> **What to do**:
The span to repeat in the listing below runs from the line containing "pinky mcp: (211, 148)" to the line containing "middle tip: (271, 152)", inclusive. Repeat it exactly, and only it.

> **Data to use**:

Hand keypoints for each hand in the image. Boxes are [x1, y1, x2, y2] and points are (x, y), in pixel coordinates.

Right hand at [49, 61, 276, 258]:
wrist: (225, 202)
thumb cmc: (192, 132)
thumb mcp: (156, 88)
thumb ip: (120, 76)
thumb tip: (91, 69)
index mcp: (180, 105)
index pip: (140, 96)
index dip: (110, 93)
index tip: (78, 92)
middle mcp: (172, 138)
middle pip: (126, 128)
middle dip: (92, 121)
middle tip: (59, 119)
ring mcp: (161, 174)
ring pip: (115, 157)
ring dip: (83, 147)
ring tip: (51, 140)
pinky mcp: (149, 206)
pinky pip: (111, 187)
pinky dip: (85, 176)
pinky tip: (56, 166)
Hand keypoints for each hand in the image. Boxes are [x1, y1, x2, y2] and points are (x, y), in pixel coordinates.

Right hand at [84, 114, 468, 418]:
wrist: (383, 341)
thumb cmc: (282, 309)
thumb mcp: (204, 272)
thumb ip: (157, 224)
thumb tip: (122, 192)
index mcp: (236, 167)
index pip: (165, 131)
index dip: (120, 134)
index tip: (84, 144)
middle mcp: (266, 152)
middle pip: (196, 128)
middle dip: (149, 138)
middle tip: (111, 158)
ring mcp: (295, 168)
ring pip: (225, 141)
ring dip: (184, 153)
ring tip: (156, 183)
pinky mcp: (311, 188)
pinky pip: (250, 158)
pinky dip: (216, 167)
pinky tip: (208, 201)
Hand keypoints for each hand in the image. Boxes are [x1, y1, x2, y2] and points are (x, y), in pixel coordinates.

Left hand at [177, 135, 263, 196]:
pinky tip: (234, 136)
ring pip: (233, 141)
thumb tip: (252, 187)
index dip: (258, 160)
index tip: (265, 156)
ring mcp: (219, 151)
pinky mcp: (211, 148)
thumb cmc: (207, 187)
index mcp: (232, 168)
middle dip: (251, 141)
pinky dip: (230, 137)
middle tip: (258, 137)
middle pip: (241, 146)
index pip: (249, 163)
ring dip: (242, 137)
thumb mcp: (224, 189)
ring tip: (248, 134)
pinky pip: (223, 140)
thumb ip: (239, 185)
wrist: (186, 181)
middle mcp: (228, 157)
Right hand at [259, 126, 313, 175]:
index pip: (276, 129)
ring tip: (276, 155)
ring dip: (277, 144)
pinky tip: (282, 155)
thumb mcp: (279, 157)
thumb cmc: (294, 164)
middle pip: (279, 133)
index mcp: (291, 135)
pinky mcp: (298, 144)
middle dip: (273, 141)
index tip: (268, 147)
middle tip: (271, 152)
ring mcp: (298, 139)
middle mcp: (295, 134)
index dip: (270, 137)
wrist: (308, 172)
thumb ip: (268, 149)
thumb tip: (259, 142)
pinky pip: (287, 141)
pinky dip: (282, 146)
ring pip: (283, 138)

---

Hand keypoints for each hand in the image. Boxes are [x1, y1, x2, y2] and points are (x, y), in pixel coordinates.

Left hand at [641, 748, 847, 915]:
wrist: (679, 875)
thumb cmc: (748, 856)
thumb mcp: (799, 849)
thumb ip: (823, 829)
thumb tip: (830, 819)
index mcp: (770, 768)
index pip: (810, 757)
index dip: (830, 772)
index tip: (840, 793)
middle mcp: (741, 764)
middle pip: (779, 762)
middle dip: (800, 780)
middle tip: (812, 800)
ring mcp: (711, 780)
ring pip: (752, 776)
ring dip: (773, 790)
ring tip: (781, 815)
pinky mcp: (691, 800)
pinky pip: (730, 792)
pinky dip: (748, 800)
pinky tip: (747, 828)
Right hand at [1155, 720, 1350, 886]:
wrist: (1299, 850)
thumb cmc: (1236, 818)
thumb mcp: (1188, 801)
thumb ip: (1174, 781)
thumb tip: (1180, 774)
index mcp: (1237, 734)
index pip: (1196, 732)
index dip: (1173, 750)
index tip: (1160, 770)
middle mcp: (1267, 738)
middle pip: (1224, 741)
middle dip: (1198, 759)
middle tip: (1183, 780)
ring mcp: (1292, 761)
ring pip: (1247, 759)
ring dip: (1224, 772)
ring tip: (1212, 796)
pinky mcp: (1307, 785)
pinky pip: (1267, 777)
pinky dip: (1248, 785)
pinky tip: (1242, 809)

---

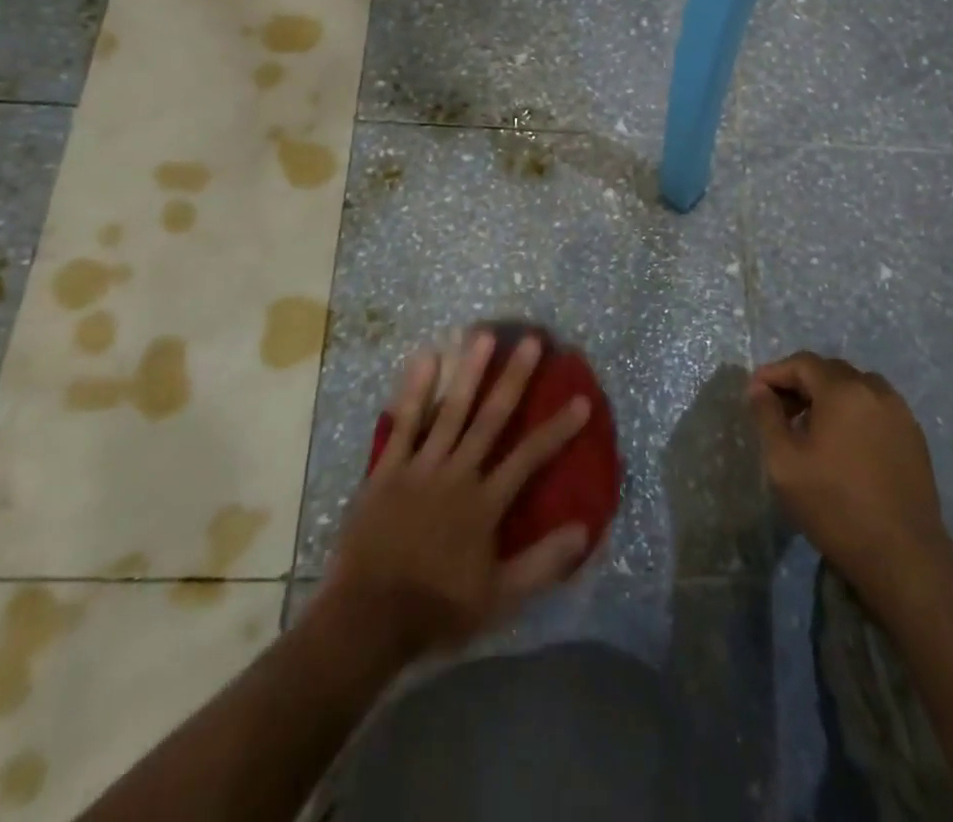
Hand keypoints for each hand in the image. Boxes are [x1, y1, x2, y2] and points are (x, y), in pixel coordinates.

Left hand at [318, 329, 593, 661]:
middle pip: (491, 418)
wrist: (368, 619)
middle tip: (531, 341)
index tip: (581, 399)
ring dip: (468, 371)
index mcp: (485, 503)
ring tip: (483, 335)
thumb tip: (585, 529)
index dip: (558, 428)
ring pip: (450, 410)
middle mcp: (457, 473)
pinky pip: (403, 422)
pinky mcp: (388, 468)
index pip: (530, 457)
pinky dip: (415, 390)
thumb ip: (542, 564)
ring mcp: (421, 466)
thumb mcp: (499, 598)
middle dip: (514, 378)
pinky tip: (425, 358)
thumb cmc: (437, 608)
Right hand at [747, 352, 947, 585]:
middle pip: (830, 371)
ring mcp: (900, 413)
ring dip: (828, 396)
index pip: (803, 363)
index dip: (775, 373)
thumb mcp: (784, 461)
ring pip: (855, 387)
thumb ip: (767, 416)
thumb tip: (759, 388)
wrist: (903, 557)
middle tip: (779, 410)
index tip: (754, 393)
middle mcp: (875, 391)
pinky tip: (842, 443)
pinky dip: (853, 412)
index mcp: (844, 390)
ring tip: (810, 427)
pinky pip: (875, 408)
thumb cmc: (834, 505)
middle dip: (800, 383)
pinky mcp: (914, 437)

> **Result of this exercise**:
pinky mcp: (211, 148)
thumb cmc: (207, 187)
index mcp: (232, 168)
middle dip: (251, 141)
pinky dip: (230, 137)
middle tip: (258, 137)
middle pip: (241, 146)
index pip: (249, 163)
ring dip: (242, 137)
thumb mcp: (224, 189)
ring tip: (248, 134)
pinky pip: (223, 140)
thumb ip: (239, 185)
wrist: (186, 181)
middle mcp: (228, 157)
Right hand at [259, 126, 313, 175]:
index pip: (276, 129)
ring tip: (276, 155)
ring dip: (277, 144)
pinky tip: (282, 155)
thumb mcp: (279, 157)
thumb cmc: (294, 164)
middle pip: (279, 133)
index mcp: (291, 135)
pinky mcp: (298, 144)
middle dip: (273, 141)
index tip: (268, 147)
middle tip: (271, 152)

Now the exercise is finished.